Sebab, dalam koalisi pasangan Anies – Cak Imin, Nasdem dan PKB merepresentasikan cebong, sedangkan PKS merepresentasikan kampret. Artinya, PKS-lah yang melebur ke dalam Partai Nasdem dan PKB, bukan sebaliknya.

Dari hitung-hitungan suara, gabungan PKB dan Nasdem menjadi mayoritas dalam koalisi tersebut. Artinya, pemilih cebong lebih banyak ketimbang pemilih kampret.

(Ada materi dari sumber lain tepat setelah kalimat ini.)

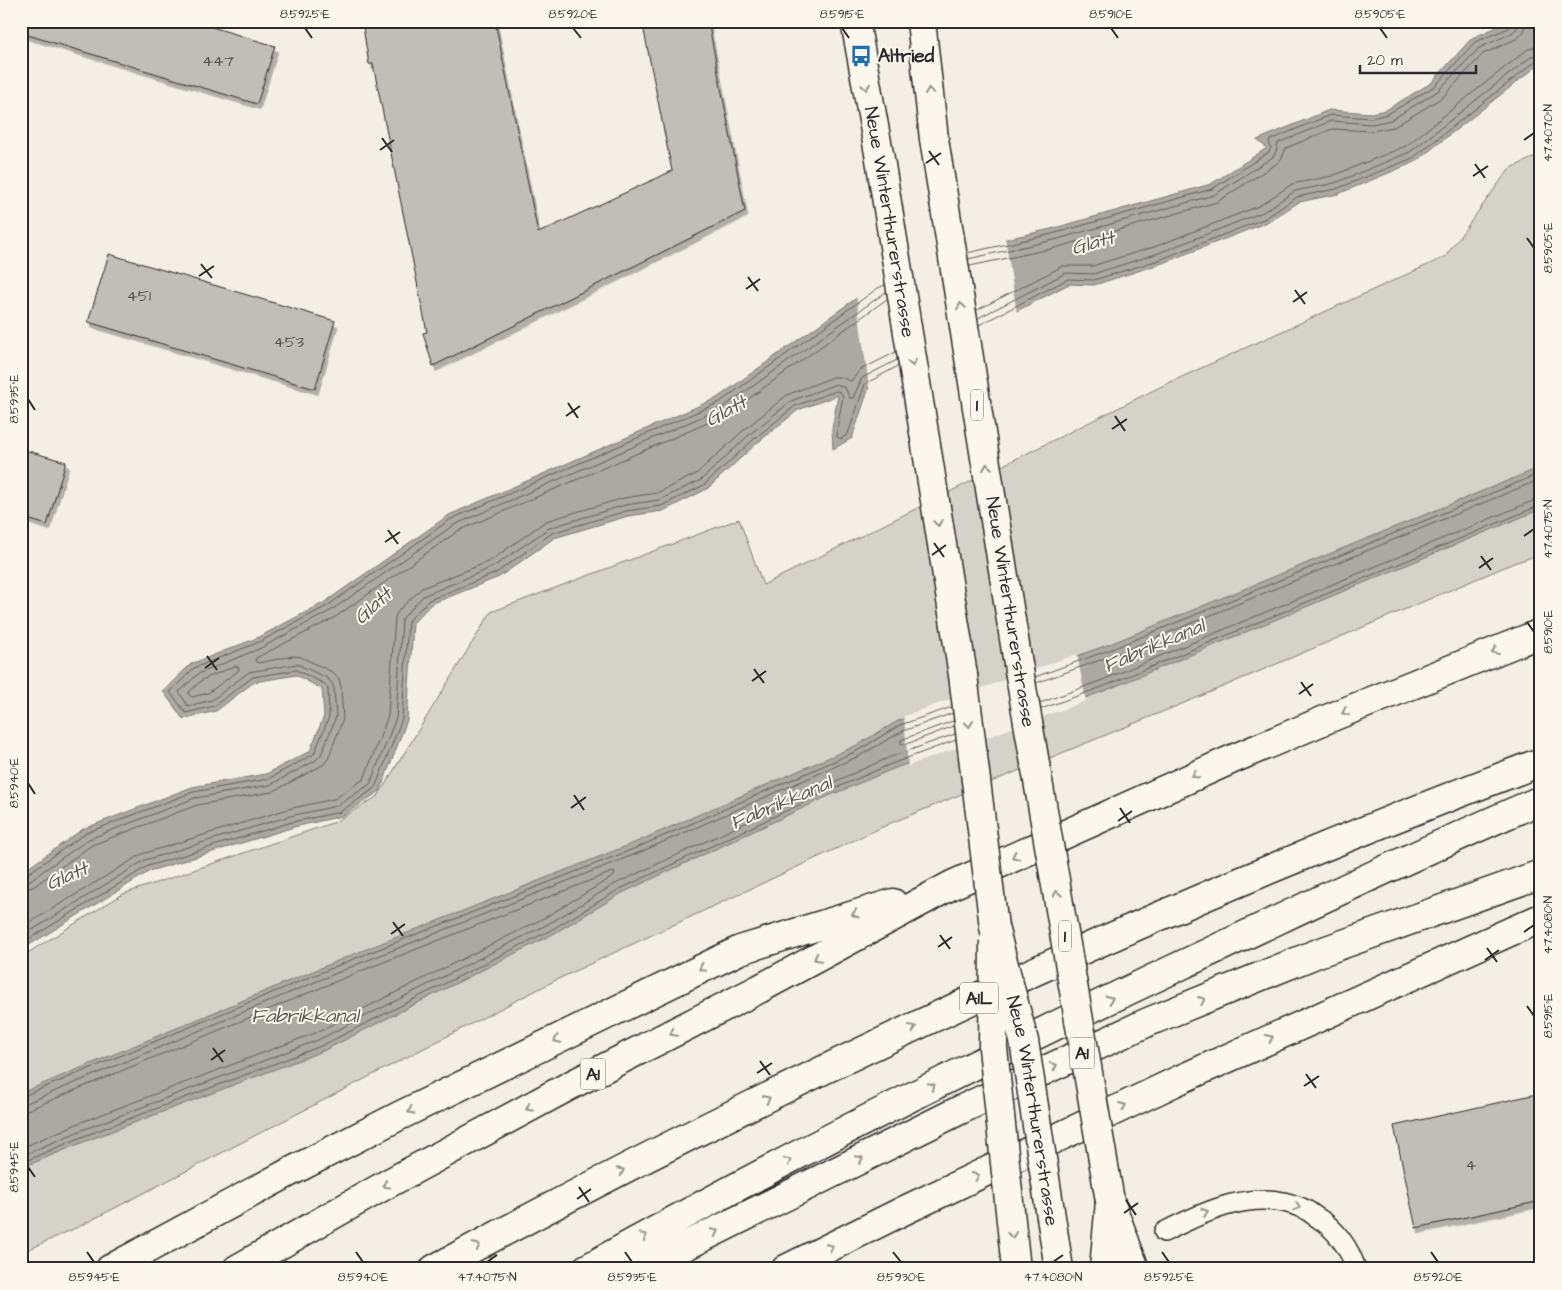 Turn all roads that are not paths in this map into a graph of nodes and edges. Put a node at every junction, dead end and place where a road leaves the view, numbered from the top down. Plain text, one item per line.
1 (855, 21) edge
2 (921, 21) edge
3 (1541, 633) edge
4 (1541, 762) edge
5 (1541, 800) edge
6 (1541, 874) edge
7 (952, 885) junction
8 (1541, 918) edge
9 (994, 927) junction
10 (1110, 1201) junction
11 (1164, 1232) dead end
12 (110, 1269) edge
13 (237, 1269) edge
14 (434, 1269) edge
15 (586, 1269) edge
16 (640, 1269) edge
17 (786, 1269) edge
18 (1016, 1269) edge
19 (1059, 1269) edge
20 (1104, 1269) edge
21 (1135, 1269) edge
22 (1356, 1269) edge

1 -> 9 main road, Neue Winterthurerstrasse, bridge
10 -> 2 main road, Neue Winterthurerstrasse / 1, bridge
3 -> 7 main road, A1
14 -> 4 main road, A1L
15 -> 5 main road
16 -> 6 main road, A1
7 -> 12 main road
7 -> 13 main road, A1
17 -> 8 main road
9 -> 18 main road, Neue Winterthurerstrasse, bridge
9 - 19 main road, Neue Winterthurerstrasse, bridge
10 - 20 main road, Neue Winterthurerstrasse / 1
10 - 21 main road, Neue Winterthurerstrasse
11 -> 22 lane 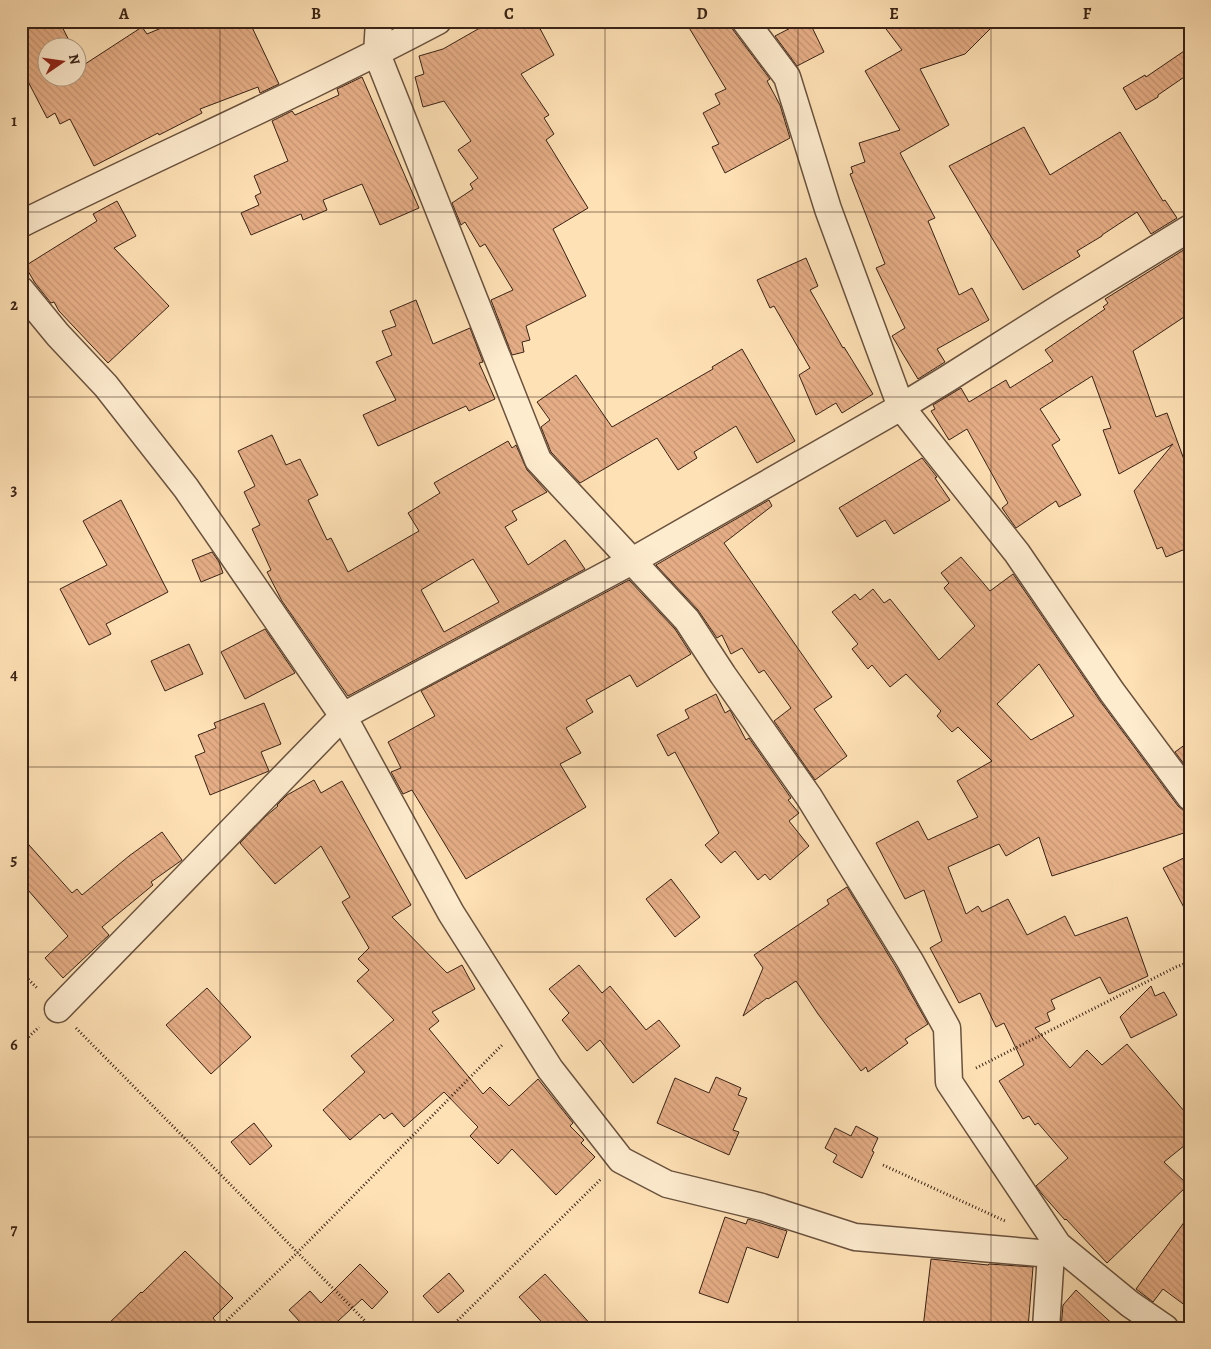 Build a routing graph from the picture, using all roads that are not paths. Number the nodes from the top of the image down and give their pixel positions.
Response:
1 (379, 21) edge
2 (438, 21) edge
3 (745, 21) edge
4 (377, 54) junction
5 (21, 224) edge
6 (1190, 228) edge
7 (21, 290) edge
8 (901, 407) junction
9 (632, 561) junction
10 (343, 716) junction
11 (1190, 797) edge
12 (58, 1010) road end
13 (1055, 1250) junction
14 (1046, 1328) edge
15 (1165, 1328) edge

1 - 4 street
2 - 4 street
3 - 8 street
4 - 5 street
4 - 9 street
6 - 8 street
7 - 10 street
8 - 9 street
8 - 11 street
9 - 10 street
9 - 13 street
10 - 12 street
10 - 13 street
13 - 14 street
13 - 15 street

Bahkan jauh-jauh hari, Anies telah “di-cebongkan” oleh partai Nasdem saat menjadikan dia sebagai bacawapres.

Kompromi narasi

Setelah deklarasi, narasi Anies tentang perubahan sudah nampak kompromistis. Dalam program Mata Najwa, diputar tayangan yang memperdengarkan pernyataan Anies saat menyampaikan pidato di hadapan relawannya: “Tidak perlu mengkritik pemerintah. Kalau mau tetap kritik pemerintah, harus pisahkan dengan dukungan Anda ke Anies”.

Meski ada klarifikasi bahwa pesan itu disampaikan ke relawan di lapangan supaya mereka lebih fokus dalam paparan visi-misi Anies ke masyarakat, tetap saja, pernyataan itu menandakan bahwa Anies menyadari “perubahan” (dalam artian melawan pemerintah sekarang) adalah langkah yang tidak tepat dan menjauhkan mereka dari kemenangan elektoral.

Rekan duetnya, Cak Imin memiliki pandangan yang kurang lebih sama terkait makna “perubahan”.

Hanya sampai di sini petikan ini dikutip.